By Tim Henderson, Stateline.org
Published: April 27, 2024, 5:57am

HERNDON, Va. — Juan Ramirez, watching his dog play in Chandon Park here in suburban Virginia on a Saturday morning, tries to imagine the massive office buildings next to the park becoming apartments and townhouses.

“I guess it’s inevitable. People don’t use offices as much now. I hope it’s affordable. Maybe it’ll bring more young people to town, more taxes for parks,” said Ramirez, 38, who grew up in the area and returned recently to take a restaurant management job after living in Minnesota and Ohio.
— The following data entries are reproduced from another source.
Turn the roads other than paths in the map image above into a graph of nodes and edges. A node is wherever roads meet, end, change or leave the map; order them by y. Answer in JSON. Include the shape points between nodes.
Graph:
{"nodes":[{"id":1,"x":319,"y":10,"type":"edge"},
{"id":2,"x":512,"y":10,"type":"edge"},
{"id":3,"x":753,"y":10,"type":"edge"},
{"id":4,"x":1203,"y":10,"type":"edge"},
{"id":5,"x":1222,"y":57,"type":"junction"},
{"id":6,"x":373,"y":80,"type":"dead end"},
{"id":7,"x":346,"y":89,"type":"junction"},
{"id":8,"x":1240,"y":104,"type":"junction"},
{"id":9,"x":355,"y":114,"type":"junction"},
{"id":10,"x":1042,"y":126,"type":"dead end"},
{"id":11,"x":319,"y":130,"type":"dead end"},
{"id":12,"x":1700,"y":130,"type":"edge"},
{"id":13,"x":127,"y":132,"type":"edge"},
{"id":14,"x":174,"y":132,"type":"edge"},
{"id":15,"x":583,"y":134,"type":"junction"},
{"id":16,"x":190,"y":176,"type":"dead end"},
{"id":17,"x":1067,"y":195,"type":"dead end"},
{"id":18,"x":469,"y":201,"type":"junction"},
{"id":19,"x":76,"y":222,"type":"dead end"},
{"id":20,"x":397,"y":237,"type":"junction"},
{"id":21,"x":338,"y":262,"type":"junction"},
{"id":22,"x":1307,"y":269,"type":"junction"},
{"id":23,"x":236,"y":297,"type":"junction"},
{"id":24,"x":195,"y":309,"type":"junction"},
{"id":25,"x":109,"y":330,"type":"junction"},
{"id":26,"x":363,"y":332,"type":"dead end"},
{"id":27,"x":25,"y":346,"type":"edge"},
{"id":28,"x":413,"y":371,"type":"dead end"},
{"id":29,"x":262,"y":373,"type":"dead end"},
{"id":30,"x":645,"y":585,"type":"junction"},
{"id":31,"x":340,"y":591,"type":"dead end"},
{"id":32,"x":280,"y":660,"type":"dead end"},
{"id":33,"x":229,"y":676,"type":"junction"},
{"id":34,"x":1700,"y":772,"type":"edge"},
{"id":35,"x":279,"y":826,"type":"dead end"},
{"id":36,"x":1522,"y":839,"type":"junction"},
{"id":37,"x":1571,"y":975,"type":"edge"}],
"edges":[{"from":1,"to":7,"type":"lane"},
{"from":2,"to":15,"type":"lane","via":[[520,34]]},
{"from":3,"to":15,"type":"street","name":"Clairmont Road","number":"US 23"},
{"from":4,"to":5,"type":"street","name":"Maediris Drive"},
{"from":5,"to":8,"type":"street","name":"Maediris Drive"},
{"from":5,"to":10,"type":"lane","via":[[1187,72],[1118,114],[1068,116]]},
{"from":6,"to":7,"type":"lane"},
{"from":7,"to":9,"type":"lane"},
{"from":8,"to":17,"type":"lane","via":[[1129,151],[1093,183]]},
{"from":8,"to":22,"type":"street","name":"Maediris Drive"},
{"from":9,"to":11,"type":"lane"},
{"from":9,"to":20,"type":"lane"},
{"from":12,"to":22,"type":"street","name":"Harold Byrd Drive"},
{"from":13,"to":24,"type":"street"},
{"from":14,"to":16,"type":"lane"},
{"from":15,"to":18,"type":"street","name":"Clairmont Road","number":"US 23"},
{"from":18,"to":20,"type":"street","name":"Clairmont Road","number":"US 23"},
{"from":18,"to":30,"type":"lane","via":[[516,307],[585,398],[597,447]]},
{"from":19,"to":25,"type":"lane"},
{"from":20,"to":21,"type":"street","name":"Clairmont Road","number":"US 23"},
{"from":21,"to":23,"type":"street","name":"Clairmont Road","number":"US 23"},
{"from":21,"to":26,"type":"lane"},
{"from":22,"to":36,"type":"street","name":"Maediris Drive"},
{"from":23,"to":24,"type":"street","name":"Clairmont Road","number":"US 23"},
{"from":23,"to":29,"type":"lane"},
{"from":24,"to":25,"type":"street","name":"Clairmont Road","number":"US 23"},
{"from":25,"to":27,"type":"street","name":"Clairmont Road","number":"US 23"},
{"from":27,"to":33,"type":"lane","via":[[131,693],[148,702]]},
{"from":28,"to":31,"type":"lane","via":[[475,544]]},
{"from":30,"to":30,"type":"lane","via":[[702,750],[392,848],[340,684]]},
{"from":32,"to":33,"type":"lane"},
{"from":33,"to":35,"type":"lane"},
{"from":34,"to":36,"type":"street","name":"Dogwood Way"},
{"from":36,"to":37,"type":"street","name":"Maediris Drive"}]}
Cities and suburbs around the country are struggling with vacant office space as remote work becomes an established post-pandemic reality. States are stepping in with tax breaks and zoning changes to help replace the unwanted cubicle farms with much-needed housing. In suburbs such as Herndon, the answer might be tearing down an office complex and replacing it with a residential building. In more urban environments it might mean renovating and retrofitting office buildings to create apartments.

“Office vacancy has climbed to a 30-year high and at the same time there’s a housing shortage. So naturally the question is, ‘Why can we not convert all these vacant office buildings into housing?’” said Jessica Morin, research director for CBRE, a commercial real estate firm. CBRE research shows converting offices to other uses, mostly housing, is set to peak this year at more than 20 million square feet, up from 6.3 million in 2021.

Some places that started conversions before the pandemic are leading the way: New York state and New York City changed their laws during a 1990s downturn to allow more office-to-apartment conversions in Manhattan, although now there’s a state vs. city standoff on zoning rules to convert newer offices.

Ohio, where interest in city living grew when Cleveland spruced up its downtown for the 2016 Republican convention, now has three cities — Cleveland, Cincinnati and Columbus — in the top 15 list for office conversions to housing, according to CBRE.

Nationwide, 119 office conversion projects, including for residential and other use, are under construction or were completed this year, the most since CBRE began tracking them in 2016. Those projects could add about 44,000 new housing units when completed.

Since 2016, projects representing 125 million square feet of offices have or are slated to be converted to other uses, usually to housing but sometimes to warehouses or laboratories. But despite the recent increase, that represents only about 2% of all U.S. office space.

Impediments to making apartments out of offices include the still-high value of office buildings in some downtown areas in cities such as San Francisco, and the cost of demolishing or refitting old office buildings with plumbing for individual kitchens and bathrooms. Many office buildings also lack windows with natural light, which apartment-dwellers often demand.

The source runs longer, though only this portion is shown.